Roberto Schmidt/AFP via Getty Images
hide caption
toggle caption
Roberto Schmidt/AFP via Getty Images
David Brown, an independent voter from South Carolina, has voted overwhelmingly for Democrats over the past decade. But he changed things last year.
He said he voted for President Trump in the presidential election because immigration was one of his key issues and he felt he didn’t know enough about the Democratic nominee, former Vice President Kamala Harris.
However, just a day into the presidency he voted for, Brown did not approve of some of Trump’s early decisions.
He essentially disapproves of Trump’s decision to pardon approximately 1,500 people who participated in the riot at the United States Capitol on January 6, 2021.

“It was an insurrection because to me, he incited these people, but he let them go,” Brown said Tuesday. “I don’t agree with that.”
Brown, who is now retired, worked many jobs throughout his life. One of those jobs was working as a police officer in Washington, DC. Many of the people Trump pardoned were convicted of violence against police. And Brown said letting them go free amounted to an “abuse of power” and a “miscarriage of justice.”
“I think if (the rioters) were ordered to do something and they didn’t follow the officers or the police enforcement rules and follow what they said , they should serve their sentence,” he said. “I think it’s kind of a slap in the face to the legal establishment. … Everyone else needs to serve time. They should, too.”
Trump called the people who stormed the Capitol “patriots” and, in his pardon proclamation Monday night, called the Jan. 6 investigations and prosecutions a “national injustice.”

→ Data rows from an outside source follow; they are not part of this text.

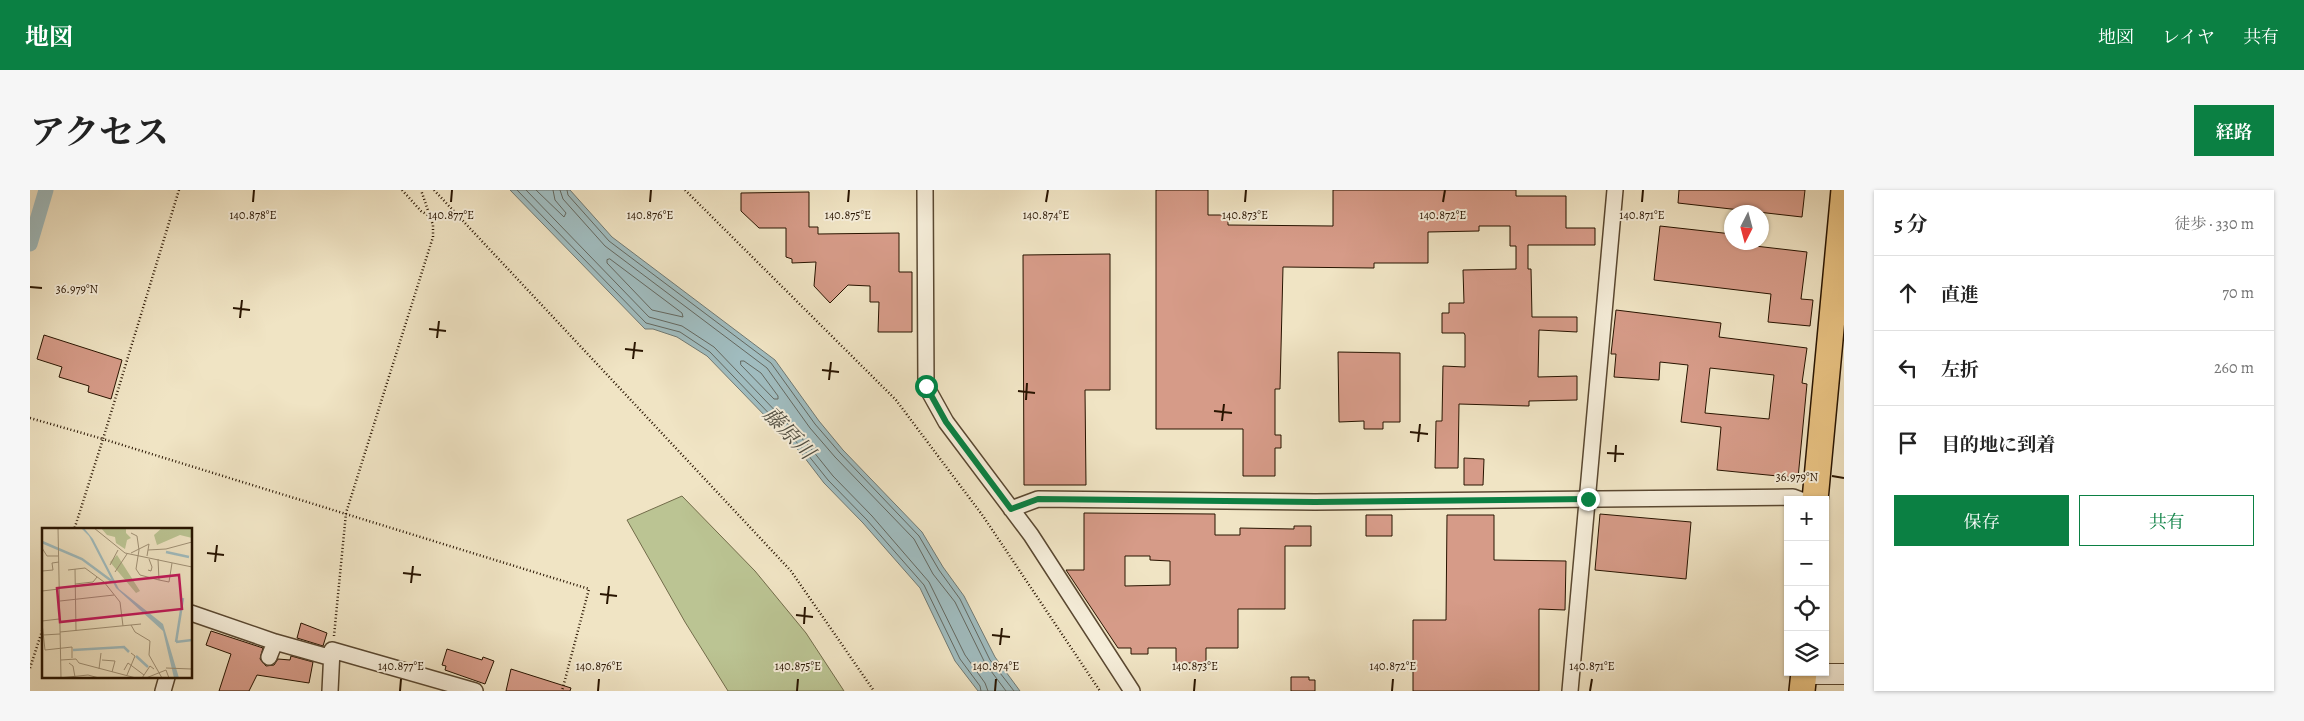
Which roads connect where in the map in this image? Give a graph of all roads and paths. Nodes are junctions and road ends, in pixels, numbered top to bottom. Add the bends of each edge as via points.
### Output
1 (179, 190) edge
2 (402, 190) edge
3 (421, 190) edge
4 (434, 190) edge
5 (685, 190) edge
6 (926, 190) edge
7 (1616, 190) edge
8 (1844, 190) edge
9 (428, 216) junction
10 (30, 418) edge
11 (103, 440) junction
12 (1815, 496) edge
13 (1784, 497) edge
14 (1588, 499) junction
15 (1011, 509) junction
16 (346, 513) junction
17 (75, 528) edge
18 (192, 613) edge
19 (42, 631) edge
20 (275, 642) junction
21 (332, 654) junction
22 (269, 657) dead end
23 (30, 668) edge
24 (1844, 674) edge
25 (167, 678) edge
26 (1804, 679) edge
27 (163, 691) edge
28 (330, 691) edge
29 (475, 691) edge
30 (562, 691) edge
31 (874, 691) edge
32 (1100, 691) edge
33 (1132, 691) edge
34 (1570, 691) edge

1 - 11 path
2 - 9 path
3 - 9 path
4 - 31 path via 791,571
5 - 32 path via 896,400 983,516
6 - 15 street via 926,386 946,422
7 - 14 street
8 - 12 main road
9 - 16 path via 434,230 432,242
10 - 11 path
11 - 16 path
11 - 17 path
13 - 14 street
14 - 15 street via 1315,502 1038,499
14 - 34 street
15 - 33 street
16 - 21 path
16 - 30 path via 589,589
18 - 20 street
19 - 23 path
20 - 21 street
20 - 22 street
21 - 28 street
21 - 29 street
24 - 26 street
25 - 27 street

In an NPR/PBS News/Marist poll conducted earlier this month, before Trump took office, about six in ten Americans disapproved of Trump pardoning those involved in the January 6 insurrection — an attempt violently to stop the peaceful transfer of power after the January 6 insurrection. 2020 election.
According to the survey, 89% of Democrats, 62% of independents and 30% of Republicans disapproved of the pardons.
Dan Mauro is one of the independents who told pollsters he supports pardons.
Mauro, of Iowa, voted for Trump in the last three elections and told NPR in a follow-up conversation Tuesday that he knows people who attended peaceful rallies and gatherings in Washington on the day of the insurrection. He said he doesn’t think everyone who was at the Capitol should stay locked down.
However, Mauro said he had a harder time reconciling pardons for violent rioters with police.
“It’s hard to reconcile that,” he said. “I’m sure there will be a lot of people who will be upset by the Jan. 6 people. I can understand that. But if they didn’t physically approach a police officer, I have no problem with them.”

However, many of Trump’s most loyal supporters refuse to believe that the president’s other supporters were violent that day.
Mary Ann Perruzzi, a Republican voter in Massachusetts, said she believed Democrats were responsible for what happened at the Capitol, citing conspiracy theories she had read on social media.
“It was all a prank,” she said. “I’m really happy that they forgive them.”
Asked about the violence against law enforcement that day, Perruzzi denied that Trump supporters were responsible — despite public reports linking many of the attackers to right-wing groups.
“The Republican Party that was for Trump would not do that,” she said. “They love this country.”
Deborah Elmore is an independent voter who voted for Trump in 2016, but has since become critical of him and the Republican Party. She said she doesn’t understand why so many Americans stand with Trump on this issue.
She said she was “disgusted” by “the images of police officers crushed in front of the door” of the Capitol and “seeing people using the American flag to beat other people.”
She said Trump should not have pardoned these people.
“I think it’s horrible,” Elmore said. “It’s against everything this country is supposed to stand for. It’s against law and order. These people have been convicted of their crimes.”